--- The problem ---
Where the word "PRIME" shows up in the entries below, please copy the whole line.

Saved entries:
═══

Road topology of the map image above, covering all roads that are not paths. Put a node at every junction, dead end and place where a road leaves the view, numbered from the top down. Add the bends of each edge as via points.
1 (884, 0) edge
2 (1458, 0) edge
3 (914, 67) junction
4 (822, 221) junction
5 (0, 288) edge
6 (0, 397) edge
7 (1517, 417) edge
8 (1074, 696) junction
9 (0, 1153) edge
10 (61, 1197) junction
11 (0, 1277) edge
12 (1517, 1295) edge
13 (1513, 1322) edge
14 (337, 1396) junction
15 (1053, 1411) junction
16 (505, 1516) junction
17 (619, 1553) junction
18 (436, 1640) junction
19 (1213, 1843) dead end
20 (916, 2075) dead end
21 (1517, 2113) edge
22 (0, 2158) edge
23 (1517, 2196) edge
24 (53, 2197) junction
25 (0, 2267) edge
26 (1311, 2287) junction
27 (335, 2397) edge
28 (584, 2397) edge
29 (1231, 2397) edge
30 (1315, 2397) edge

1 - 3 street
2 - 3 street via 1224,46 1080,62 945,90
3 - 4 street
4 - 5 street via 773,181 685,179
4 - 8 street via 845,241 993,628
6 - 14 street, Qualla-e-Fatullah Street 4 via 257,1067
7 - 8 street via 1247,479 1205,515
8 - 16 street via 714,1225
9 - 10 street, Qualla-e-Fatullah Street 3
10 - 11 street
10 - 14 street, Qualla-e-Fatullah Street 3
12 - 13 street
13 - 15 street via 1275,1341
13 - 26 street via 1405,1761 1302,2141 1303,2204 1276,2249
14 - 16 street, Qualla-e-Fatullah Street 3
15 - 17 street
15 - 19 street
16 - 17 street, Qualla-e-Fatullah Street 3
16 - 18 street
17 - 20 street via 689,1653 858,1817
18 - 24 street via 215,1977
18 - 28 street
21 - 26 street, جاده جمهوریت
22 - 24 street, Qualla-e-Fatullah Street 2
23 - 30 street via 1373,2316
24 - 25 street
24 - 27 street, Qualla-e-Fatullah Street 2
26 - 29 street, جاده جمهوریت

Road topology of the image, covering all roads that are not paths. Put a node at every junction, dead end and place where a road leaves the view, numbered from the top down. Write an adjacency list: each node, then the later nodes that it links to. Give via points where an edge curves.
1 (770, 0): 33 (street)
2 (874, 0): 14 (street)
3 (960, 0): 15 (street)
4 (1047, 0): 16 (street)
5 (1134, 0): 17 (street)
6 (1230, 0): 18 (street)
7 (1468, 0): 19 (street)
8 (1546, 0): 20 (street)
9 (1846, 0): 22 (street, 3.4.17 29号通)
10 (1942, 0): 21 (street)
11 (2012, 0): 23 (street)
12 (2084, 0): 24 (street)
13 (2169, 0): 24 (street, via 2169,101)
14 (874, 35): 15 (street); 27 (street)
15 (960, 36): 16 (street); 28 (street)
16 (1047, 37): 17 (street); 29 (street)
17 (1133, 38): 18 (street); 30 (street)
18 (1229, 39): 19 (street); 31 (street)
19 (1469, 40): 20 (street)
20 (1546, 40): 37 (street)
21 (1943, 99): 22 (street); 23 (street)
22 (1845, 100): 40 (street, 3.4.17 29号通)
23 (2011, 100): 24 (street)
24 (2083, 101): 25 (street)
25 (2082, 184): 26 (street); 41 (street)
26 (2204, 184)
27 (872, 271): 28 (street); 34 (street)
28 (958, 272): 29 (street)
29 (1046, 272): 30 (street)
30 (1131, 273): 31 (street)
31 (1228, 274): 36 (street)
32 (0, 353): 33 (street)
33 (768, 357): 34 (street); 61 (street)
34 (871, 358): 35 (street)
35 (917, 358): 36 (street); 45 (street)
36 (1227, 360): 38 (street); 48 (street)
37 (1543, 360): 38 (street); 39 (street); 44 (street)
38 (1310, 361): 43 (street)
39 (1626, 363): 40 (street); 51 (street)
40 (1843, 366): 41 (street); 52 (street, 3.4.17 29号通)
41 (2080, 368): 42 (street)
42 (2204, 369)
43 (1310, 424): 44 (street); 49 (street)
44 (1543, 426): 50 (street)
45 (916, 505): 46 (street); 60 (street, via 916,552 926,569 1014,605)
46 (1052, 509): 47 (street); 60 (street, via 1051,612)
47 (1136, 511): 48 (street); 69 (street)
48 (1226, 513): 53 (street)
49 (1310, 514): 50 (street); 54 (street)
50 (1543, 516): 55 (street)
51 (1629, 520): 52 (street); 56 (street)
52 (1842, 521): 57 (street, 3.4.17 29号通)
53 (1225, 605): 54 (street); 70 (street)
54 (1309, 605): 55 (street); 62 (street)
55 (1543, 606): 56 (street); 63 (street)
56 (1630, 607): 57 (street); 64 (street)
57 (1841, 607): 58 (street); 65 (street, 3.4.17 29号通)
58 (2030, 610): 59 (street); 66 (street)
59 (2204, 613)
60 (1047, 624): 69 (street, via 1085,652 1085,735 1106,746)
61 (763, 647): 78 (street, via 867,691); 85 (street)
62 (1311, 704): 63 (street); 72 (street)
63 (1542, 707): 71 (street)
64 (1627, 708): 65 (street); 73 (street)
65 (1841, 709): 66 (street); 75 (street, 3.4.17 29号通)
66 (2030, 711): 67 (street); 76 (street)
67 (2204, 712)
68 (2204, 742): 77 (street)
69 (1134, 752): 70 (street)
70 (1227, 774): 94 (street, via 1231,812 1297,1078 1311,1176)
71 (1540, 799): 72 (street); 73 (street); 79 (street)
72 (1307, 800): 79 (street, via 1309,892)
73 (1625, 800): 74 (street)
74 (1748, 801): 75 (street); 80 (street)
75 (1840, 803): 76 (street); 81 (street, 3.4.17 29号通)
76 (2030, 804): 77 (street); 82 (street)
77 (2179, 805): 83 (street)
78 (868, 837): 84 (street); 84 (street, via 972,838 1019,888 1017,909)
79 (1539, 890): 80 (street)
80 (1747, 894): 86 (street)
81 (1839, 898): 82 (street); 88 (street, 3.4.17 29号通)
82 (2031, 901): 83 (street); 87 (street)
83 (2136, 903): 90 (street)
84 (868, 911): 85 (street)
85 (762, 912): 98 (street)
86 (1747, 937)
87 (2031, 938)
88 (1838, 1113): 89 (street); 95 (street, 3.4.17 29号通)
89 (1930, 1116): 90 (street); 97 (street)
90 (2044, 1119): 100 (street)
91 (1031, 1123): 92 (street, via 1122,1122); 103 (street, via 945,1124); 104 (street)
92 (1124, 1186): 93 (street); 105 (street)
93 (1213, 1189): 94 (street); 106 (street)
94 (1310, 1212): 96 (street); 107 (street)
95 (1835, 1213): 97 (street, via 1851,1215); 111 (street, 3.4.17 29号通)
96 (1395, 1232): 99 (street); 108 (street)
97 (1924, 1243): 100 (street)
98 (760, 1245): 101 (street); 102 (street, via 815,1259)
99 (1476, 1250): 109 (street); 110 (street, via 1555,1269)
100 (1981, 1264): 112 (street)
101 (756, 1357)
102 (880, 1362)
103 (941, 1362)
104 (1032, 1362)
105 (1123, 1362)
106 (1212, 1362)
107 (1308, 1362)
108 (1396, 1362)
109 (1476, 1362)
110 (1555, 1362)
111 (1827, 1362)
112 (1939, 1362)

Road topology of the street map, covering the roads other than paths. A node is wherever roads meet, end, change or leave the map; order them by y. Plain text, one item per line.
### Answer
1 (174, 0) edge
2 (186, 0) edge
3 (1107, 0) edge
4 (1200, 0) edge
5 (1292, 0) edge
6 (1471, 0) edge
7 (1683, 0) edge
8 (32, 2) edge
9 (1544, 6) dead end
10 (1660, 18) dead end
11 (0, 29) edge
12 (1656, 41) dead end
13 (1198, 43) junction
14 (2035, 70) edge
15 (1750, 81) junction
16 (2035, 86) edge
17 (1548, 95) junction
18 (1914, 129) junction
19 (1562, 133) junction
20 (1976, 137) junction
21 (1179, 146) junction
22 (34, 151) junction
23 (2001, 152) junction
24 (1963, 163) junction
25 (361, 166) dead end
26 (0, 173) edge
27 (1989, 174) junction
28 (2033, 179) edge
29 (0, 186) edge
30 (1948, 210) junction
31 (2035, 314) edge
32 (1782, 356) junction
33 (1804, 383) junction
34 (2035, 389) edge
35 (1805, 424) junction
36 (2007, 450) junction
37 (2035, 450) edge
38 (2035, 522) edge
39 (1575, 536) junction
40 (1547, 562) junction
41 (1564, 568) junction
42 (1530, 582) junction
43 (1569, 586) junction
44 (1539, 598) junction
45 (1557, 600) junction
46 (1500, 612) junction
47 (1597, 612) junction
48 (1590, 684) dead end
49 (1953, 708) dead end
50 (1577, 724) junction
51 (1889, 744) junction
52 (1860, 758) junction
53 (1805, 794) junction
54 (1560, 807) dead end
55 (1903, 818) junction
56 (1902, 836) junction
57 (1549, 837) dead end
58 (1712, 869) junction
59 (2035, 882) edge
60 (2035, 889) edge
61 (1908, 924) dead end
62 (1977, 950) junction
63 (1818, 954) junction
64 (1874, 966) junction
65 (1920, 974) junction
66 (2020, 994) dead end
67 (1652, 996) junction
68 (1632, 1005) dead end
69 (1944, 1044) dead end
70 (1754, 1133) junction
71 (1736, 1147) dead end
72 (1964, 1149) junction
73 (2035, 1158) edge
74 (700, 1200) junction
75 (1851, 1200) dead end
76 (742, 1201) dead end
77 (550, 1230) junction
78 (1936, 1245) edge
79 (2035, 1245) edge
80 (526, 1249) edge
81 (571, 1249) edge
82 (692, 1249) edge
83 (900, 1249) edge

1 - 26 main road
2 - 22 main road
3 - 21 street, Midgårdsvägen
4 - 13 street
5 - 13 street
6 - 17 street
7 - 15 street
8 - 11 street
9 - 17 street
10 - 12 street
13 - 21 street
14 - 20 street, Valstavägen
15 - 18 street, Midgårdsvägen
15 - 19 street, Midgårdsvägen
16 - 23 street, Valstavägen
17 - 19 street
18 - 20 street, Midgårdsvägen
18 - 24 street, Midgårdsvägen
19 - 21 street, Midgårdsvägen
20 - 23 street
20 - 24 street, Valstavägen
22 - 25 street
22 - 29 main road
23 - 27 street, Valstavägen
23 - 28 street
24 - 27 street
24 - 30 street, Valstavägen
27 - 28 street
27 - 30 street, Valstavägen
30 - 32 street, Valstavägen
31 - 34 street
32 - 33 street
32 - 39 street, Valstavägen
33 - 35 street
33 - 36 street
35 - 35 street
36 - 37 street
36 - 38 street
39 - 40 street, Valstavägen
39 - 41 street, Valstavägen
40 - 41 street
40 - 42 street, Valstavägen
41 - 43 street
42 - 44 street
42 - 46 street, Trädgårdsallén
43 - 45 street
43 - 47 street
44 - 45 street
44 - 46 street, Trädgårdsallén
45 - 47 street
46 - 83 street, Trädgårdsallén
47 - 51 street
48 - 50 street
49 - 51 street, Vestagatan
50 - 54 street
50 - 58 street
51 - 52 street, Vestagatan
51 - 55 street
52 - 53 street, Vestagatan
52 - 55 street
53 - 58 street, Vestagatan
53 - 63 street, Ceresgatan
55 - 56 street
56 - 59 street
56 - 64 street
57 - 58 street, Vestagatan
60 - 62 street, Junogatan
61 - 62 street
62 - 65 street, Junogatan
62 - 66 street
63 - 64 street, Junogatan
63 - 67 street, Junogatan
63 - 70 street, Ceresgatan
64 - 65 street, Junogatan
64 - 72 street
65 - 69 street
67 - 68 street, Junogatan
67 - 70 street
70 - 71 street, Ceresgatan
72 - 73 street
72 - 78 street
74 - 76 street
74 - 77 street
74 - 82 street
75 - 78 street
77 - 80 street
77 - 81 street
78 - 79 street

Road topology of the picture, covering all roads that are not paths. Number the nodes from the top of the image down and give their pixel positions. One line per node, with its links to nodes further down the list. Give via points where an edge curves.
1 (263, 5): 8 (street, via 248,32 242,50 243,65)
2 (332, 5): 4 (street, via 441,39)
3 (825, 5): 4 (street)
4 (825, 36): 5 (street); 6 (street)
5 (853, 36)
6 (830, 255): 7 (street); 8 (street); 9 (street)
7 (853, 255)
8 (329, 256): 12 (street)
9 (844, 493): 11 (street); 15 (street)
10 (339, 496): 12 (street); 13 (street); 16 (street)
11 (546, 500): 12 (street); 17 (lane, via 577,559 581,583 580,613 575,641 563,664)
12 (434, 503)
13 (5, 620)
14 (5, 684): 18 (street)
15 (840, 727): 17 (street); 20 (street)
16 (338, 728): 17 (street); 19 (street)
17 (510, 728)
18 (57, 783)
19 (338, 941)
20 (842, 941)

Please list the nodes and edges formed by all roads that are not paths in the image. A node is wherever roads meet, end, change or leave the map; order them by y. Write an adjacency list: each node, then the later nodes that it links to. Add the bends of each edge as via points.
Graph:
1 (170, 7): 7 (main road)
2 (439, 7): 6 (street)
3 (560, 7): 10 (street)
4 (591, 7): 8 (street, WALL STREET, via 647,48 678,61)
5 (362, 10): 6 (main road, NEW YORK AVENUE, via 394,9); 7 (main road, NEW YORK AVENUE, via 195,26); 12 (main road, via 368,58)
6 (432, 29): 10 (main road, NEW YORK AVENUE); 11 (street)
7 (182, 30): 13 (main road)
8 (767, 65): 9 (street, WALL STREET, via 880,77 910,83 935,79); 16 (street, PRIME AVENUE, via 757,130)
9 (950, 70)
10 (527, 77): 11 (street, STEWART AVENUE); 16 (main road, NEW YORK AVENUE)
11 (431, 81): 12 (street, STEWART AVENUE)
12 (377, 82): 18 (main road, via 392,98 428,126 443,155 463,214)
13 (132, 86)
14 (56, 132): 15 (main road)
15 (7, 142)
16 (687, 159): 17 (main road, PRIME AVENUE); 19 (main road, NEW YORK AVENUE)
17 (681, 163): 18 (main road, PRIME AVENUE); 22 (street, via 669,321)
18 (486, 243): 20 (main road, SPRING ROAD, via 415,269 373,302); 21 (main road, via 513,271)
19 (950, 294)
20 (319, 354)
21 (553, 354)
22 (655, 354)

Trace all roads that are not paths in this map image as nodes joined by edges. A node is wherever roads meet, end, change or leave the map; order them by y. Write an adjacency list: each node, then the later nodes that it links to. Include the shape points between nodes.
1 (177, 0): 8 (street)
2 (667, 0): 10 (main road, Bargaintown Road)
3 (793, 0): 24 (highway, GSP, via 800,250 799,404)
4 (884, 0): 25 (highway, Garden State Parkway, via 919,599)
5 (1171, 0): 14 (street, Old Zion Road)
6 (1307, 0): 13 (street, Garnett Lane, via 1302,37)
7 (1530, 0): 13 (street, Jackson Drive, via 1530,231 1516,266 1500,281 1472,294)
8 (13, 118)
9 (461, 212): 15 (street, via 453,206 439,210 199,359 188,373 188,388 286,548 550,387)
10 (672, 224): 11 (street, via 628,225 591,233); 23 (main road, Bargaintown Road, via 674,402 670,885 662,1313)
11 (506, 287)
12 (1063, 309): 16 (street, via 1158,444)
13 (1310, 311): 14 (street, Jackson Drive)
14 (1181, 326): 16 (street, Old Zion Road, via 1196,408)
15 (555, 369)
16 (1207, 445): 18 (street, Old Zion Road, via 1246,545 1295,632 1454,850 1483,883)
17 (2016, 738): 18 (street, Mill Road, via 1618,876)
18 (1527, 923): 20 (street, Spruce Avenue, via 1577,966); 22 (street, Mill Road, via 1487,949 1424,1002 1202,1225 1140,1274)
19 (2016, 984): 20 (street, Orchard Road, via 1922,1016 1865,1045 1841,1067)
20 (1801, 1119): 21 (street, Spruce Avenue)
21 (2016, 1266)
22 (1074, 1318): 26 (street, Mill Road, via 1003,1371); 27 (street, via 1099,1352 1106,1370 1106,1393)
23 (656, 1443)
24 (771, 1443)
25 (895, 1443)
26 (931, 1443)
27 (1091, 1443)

═══

--- Result ---
8 (767, 65): 9 (street, WALL STREET, via 880,77 910,83 935,79); 16 (street, PRIME AVENUE, via 757,130)
16 (687, 159): 17 (main road, PRIME AVENUE); 19 (main road, NEW YORK AVENUE)
17 (681, 163): 18 (main road, PRIME AVENUE); 22 (street, via 669,321)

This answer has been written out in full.